Scan the entries below and return each line that contains "Hauptstraße".

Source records
◇ ◇ ◇ ◇ ◇

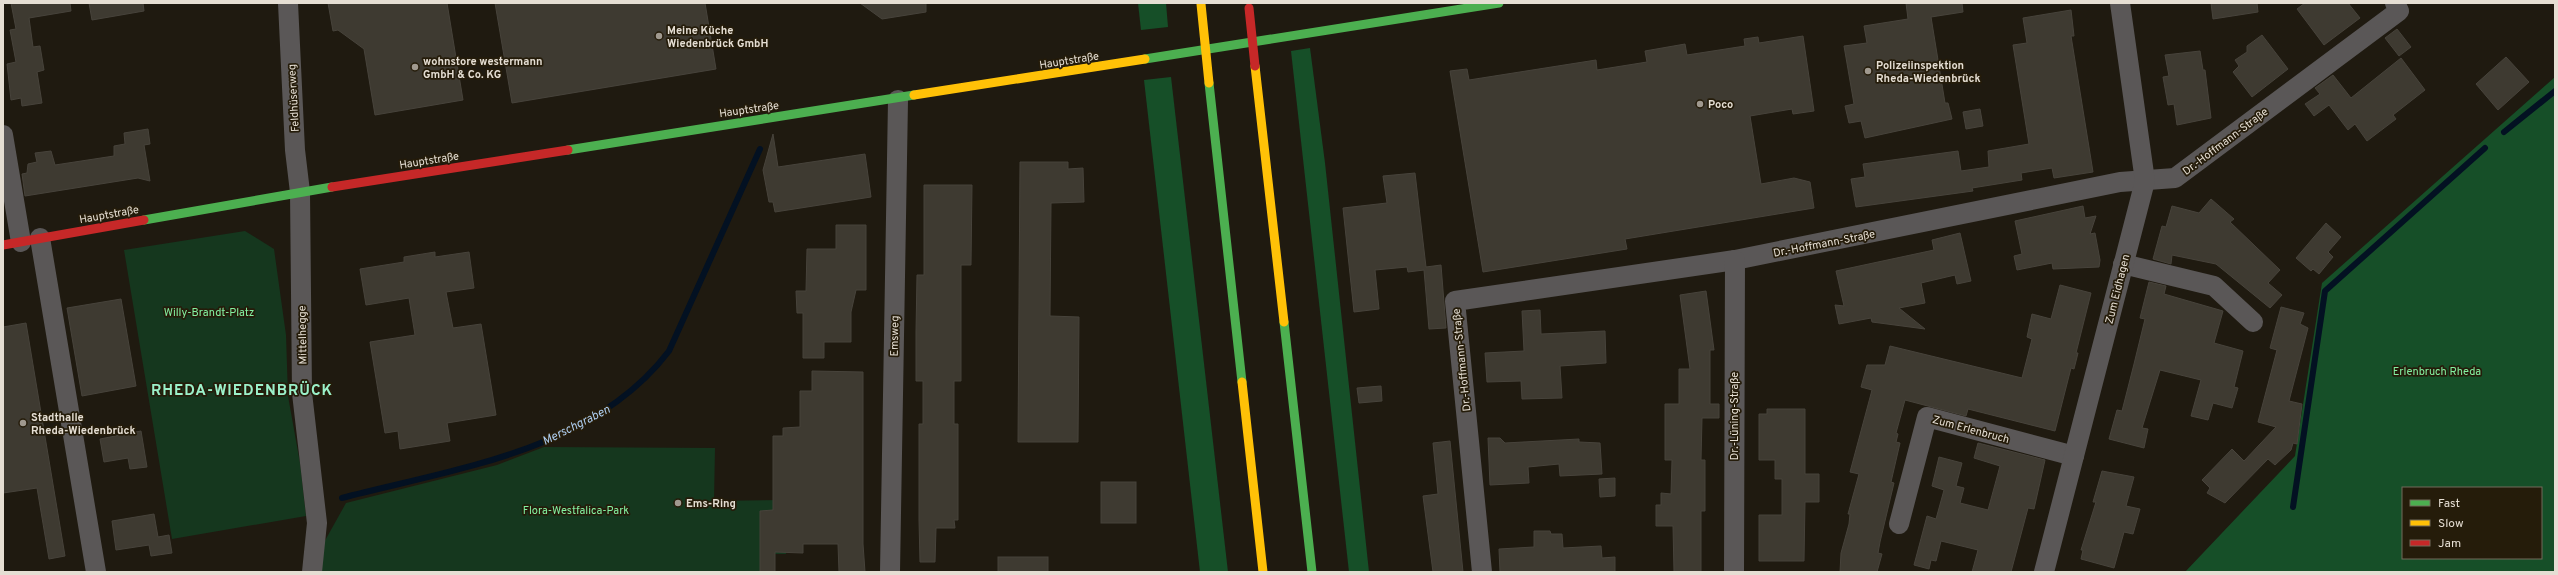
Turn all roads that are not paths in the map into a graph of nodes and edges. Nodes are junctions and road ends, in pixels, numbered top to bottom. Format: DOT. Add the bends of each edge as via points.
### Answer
graph roads {
  1 [pos="288,3"];
  2 [pos="1499,3"];
  3 [pos="2120,3"];
  4 [pos="2395,3"];
  5 [pos="1201,4"];
  6 [pos="1248,6"];
  7 [pos="1446,8"];
  8 [pos="898,100"];
  9 [pos="3,134"];
  10 [pos="2145,181"];
  11 [pos="300,192"];
  12 [pos="40,238"];
  13 [pos="12,243"];
  14 [pos="1735,260"];
  15 [pos="2124,264"];
  16 [pos="2253,322"];
  17 [pos="2074,456"];
  18 [pos="1899,524"];
  19 [pos="96,572"];
  20 [pos="312,572"];
  21 [pos="890,572"];
  22 [pos="1263,572"];
  23 [pos="1312,572"];
  24 [pos="1482,572"];
  25 [pos="1734,572"];
  26 [pos="2044,572"];
  1 -- 11 [label="street, Feldhüserweg" via="295,150"];
  2 -- 7 [label="main road, Hauptstraße"];
  3 -- 10 [label="street, Zum Eidhagen"];
  4 -- 10 [label="street, Dr.-Hoffmann-Straße" via="2399,11 2175,178"];
  5 -- 22 [label="main road, bridge"];
  6 -- 23 [label="main road, bridge"];
  7 -- 8 [label="main road, Hauptstraße"];
  8 -- 11 [label="main road, Hauptstraße" via="744,121"];
  8 -- 21 [label="street, Emsweg"];
  9 -- 13 [label="street"];
  10 -- 14 [label="street, Dr.-Hoffmann-Straße" via="2120,182"];
  10 -- 15 [label="street, Zum Eidhagen"];
  11 -- 12 [label="main road, Hauptstraße"];
  11 -- 20 [label="street, Mittelhegge" via="302,393 317,523"];
  12 -- 13 [label="main road, Hauptstraße"];
  12 -- 19 [label="street"];
  14 -- 24 [label="street, Dr.-Hoffmann-Straße" via="1455,301"];
  14 -- 25 [label="street, Dr.-Lüning-Straße"];
  15 -- 16 [label="street" via="2214,286"];
  15 -- 17 [label="street, Zum Eidhagen"];
  17 -- 18 [label="street, Zum Erlenbruch" via="1927,418"];
  17 -- 26 [label="street, Zum Eidhagen"];
}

◇ ◇ ◇ ◇ ◇

## SOLUTION TO THIS EXERCISE
  2 -- 7 [label="main road, Hauptstraße"];
  7 -- 8 [label="main road, Hauptstraße"];
  8 -- 11 [label="main road, Hauptstraße" via="744,121"];
  11 -- 12 [label="main road, Hauptstraße"];
  12 -- 13 [label="main road, Hauptstraße"];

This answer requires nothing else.